Некоторые, слабонервные, получали первую тройку по сочинению и шли в приёмную комиссию забирать документы. Я же не видела смысла в этом «отступничестве»: надо было пройти весь путь. Нам рассказывали, что на тот момент за всю историю журфака за сочинение было всего две «пятёрки». «Четвёрка» считалась лучшей оценкой, а «трояк» был тоже учитываем, поскольку это не «двойка».
Мне не повезло в том, что таких школьниц, как я, из провинции было очень мало. Я шла в группе с москвичами. Я запомнила, что со мной в группе была Наташа Хмелик – это дочь главного редактора журнала «Ералаш», она имела публикации в журнале «Юность». Я читала её рассказики, следила за ней из своей провинции. Мне было интересно её увидеть, ведь заочно я её знала. Она была очень раскована, отчаянно дымила сигаретой (все школьницы-москвички тогда это мастерски делали). Когда узнала о своём отличном результате, подпрыгивала высоко и не очень изящно, но вполне радостно. Она была после московской спецшколы. Это значит, что их английский был идеальным для поступления в МГУ.

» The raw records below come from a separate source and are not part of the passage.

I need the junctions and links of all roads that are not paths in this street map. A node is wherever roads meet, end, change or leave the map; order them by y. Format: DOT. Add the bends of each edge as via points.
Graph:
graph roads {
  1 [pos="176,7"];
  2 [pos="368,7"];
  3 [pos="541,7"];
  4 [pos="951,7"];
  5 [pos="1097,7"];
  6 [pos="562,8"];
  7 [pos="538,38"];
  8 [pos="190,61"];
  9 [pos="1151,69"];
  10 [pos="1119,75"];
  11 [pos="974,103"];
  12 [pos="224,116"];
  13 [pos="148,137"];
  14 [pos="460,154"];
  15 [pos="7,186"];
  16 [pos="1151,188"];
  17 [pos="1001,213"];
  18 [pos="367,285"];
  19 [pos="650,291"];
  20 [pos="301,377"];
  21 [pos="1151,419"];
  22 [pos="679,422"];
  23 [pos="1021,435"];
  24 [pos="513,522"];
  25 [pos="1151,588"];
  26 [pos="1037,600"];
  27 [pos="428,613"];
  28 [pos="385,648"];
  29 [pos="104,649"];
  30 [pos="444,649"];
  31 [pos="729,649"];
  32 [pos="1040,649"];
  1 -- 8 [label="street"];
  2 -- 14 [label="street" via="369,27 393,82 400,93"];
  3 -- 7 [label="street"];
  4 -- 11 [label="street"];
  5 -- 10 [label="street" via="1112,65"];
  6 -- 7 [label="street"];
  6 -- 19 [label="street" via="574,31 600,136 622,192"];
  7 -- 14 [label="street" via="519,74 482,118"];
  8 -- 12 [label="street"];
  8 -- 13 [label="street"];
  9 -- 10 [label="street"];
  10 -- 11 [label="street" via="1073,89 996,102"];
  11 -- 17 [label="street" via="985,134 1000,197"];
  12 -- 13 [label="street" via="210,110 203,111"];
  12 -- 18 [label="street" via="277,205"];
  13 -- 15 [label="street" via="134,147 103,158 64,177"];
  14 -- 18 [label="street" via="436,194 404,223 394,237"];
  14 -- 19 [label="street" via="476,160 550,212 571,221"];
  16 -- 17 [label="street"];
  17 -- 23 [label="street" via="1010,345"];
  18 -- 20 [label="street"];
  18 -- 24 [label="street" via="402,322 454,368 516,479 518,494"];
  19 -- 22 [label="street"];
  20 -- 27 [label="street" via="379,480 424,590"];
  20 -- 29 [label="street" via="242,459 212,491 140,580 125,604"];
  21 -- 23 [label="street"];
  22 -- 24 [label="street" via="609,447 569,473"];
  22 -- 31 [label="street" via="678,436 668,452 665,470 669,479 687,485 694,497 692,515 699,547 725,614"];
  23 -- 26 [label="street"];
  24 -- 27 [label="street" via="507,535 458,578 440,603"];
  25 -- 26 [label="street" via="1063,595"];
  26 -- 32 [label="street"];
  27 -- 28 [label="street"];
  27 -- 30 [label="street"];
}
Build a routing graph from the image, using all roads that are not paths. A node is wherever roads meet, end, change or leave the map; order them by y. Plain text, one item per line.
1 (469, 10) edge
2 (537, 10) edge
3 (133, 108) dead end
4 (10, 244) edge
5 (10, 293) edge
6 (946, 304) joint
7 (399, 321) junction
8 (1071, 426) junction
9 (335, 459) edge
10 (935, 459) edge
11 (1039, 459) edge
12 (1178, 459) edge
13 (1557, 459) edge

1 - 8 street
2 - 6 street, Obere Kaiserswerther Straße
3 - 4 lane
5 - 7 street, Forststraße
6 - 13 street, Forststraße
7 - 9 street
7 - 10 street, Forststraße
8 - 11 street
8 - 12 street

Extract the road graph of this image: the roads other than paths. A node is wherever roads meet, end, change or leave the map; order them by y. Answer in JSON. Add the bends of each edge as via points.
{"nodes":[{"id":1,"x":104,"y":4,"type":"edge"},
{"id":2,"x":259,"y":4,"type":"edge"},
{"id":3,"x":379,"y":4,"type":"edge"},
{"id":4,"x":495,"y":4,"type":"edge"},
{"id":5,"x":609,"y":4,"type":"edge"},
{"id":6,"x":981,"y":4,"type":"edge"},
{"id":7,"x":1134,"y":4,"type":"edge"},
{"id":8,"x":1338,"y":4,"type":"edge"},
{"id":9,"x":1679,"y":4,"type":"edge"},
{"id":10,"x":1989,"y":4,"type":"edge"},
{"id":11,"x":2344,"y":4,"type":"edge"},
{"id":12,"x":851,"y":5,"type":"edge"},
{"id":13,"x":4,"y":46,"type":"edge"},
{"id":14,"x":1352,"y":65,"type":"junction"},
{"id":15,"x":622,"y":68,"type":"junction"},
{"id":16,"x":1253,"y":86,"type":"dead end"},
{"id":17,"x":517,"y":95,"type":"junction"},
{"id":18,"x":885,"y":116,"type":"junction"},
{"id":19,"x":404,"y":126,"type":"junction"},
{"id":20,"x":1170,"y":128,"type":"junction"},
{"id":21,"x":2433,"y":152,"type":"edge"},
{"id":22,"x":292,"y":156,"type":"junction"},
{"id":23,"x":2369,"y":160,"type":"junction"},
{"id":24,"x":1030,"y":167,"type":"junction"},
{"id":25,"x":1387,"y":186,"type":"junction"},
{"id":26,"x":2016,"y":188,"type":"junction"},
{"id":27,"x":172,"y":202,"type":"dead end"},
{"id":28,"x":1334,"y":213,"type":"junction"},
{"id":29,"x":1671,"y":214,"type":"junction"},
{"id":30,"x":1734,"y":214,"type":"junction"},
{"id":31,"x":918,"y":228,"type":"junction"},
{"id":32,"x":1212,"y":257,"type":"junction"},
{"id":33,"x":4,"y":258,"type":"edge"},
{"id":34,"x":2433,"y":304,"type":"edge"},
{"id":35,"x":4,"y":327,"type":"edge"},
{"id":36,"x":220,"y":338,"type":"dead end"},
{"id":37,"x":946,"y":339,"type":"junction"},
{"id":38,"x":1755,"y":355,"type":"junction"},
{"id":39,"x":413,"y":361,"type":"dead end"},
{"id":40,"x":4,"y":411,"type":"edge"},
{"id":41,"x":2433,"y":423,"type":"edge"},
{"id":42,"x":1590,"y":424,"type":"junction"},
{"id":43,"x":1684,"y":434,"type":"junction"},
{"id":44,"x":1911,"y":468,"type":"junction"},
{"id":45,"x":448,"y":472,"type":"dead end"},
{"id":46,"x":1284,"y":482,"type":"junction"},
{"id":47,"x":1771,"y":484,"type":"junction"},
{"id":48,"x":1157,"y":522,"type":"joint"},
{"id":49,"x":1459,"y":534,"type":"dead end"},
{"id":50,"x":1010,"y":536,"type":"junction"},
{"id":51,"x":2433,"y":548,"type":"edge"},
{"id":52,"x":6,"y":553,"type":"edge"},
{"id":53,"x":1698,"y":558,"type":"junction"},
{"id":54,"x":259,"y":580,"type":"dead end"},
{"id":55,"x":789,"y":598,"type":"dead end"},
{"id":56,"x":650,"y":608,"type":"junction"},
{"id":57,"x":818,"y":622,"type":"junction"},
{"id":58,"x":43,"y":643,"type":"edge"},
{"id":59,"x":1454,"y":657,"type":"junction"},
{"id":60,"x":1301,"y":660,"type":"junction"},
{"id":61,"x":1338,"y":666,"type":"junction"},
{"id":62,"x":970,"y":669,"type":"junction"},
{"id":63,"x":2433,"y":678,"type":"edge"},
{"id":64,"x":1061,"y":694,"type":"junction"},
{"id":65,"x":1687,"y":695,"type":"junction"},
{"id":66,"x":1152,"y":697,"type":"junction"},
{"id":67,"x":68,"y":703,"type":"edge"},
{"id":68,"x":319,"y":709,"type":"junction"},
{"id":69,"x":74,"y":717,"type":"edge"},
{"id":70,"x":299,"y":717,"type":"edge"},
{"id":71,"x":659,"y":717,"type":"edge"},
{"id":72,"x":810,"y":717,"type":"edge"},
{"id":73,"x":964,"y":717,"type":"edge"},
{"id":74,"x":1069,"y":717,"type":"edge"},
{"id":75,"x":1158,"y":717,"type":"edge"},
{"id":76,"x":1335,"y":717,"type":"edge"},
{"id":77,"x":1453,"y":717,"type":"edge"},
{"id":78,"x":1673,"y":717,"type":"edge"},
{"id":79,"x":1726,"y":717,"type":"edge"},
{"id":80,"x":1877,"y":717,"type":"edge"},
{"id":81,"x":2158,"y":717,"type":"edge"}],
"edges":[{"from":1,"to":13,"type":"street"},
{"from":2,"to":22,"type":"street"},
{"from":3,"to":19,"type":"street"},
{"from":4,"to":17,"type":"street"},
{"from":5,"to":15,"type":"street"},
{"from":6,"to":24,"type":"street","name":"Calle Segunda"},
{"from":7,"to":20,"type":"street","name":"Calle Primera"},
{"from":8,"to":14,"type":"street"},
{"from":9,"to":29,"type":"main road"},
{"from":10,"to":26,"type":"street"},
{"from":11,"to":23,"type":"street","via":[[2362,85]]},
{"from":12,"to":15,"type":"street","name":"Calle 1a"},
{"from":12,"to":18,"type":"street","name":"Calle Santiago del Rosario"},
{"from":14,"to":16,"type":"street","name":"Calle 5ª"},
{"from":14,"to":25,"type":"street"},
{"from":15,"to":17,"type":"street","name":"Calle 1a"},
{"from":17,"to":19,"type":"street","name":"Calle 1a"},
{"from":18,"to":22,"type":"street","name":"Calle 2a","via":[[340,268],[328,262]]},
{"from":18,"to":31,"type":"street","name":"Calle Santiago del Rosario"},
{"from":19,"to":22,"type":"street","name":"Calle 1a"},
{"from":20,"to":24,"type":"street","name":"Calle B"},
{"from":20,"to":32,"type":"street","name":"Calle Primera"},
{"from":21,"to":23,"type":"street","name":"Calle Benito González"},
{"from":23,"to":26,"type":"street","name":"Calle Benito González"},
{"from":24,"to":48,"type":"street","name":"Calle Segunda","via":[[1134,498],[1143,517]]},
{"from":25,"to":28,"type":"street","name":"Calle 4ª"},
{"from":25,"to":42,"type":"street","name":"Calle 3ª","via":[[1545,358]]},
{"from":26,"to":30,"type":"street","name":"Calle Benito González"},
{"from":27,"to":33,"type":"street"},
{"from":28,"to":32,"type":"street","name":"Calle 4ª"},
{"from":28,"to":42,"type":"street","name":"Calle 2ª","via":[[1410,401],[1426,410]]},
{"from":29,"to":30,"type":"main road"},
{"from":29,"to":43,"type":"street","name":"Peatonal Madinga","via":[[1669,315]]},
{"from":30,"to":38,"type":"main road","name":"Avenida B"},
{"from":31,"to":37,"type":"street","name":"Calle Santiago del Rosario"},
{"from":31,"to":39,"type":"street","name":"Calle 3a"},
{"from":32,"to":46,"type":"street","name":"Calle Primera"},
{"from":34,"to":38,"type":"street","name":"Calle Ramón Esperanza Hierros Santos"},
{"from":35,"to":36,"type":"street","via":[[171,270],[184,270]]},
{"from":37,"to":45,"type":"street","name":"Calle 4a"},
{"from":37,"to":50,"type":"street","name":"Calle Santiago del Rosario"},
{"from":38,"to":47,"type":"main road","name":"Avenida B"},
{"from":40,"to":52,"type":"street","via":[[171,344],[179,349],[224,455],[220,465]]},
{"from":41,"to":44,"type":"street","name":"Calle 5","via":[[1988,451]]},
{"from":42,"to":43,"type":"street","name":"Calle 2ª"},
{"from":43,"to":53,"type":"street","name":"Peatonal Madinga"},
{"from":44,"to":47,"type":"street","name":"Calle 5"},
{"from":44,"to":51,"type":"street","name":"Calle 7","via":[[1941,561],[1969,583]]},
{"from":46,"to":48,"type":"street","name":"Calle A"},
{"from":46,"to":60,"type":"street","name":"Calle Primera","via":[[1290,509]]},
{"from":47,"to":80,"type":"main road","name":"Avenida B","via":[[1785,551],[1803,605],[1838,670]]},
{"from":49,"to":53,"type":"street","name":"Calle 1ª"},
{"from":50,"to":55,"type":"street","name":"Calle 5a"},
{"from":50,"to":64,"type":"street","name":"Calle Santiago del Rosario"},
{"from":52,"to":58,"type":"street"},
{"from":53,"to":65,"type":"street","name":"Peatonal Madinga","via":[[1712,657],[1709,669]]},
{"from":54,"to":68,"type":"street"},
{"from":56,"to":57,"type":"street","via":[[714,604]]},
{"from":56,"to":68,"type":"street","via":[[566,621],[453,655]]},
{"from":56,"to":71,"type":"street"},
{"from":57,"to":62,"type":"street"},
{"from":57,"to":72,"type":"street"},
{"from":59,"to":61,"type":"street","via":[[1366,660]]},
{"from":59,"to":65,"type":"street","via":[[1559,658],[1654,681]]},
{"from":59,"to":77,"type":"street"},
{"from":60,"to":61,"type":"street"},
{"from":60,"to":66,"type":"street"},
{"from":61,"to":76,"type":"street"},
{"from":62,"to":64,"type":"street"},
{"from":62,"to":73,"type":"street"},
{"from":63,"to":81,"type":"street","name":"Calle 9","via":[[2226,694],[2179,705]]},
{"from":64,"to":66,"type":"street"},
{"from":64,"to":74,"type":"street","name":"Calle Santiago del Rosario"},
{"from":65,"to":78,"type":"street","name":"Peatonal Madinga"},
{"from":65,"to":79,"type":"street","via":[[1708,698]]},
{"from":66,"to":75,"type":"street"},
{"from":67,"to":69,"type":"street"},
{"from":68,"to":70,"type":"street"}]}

Я же выглядела на фоне москвичей очень бледно. Что можно было сказать о моём английском? Я уже всё о нём сказала в своей повести «Повспоминаем, сынок». Это было некое недоразумение, а не язык. Но, тем не менее, я его сдала. На «тройку». Потом шла история, на которой я путано отвечала на вопросы, была косноязыка и всё время себя понукала: ну, ну. Когда я закончила отвечать, вслед за мной из кабинета вышел аспирант, который помогал преподавателю принимать экзамен, и сказал мне по-доброму:
– Девушка, я бы вам советовал обратить внимание на свою речь. Разве можно с таким обилием словесных сорняков излагать материал.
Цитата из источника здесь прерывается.